[REQUIRED WORK]:
There is a line containing "pinky mcp: (287, 251)" in the entries below. Repeat that line and every line after it exactly, and nothing more.

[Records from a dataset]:
Start of Block

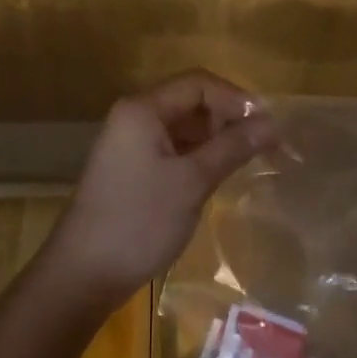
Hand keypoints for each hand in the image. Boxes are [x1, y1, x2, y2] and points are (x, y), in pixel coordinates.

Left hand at [44, 70, 276, 309]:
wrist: (83, 274)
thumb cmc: (139, 221)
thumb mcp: (192, 182)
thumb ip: (232, 147)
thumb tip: (273, 123)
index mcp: (142, 109)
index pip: (198, 83)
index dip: (237, 99)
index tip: (270, 125)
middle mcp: (133, 117)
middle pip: (190, 102)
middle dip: (228, 118)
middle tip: (265, 146)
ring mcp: (130, 144)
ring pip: (182, 128)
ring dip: (216, 139)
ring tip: (249, 161)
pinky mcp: (131, 169)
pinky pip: (171, 149)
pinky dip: (198, 156)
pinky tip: (219, 175)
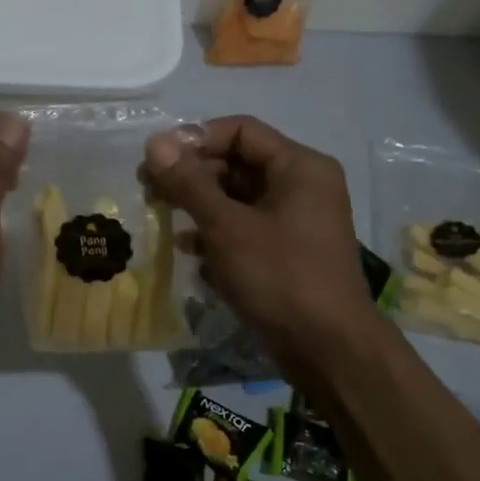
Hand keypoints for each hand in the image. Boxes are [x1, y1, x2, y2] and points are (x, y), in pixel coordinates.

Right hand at [143, 115, 382, 383]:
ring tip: (162, 216)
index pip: (240, 131)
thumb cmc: (280, 277)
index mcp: (299, 166)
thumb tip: (155, 143)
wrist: (329, 350)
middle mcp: (302, 185)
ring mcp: (296, 220)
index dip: (196, 139)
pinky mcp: (287, 251)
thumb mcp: (227, 227)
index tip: (158, 160)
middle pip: (238, 162)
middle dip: (193, 174)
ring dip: (199, 204)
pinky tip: (188, 249)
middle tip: (150, 189)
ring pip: (238, 197)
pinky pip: (246, 226)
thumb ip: (189, 183)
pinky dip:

End of Block

[SOLUTION TO THE PROBLEM]:
pinky mcp: (287, 251)
thumb mcp: (227, 227)
index tip: (158, 160)
middle pip: (238, 162)
middle dip: (193, 174)
ring dip: (199, 204)
pinky tip: (188, 249)
middle tip: (150, 189)
ring pip: (238, 197)
pinky pip: (246, 226)
thumb ip: (189, 183)
pinky dip:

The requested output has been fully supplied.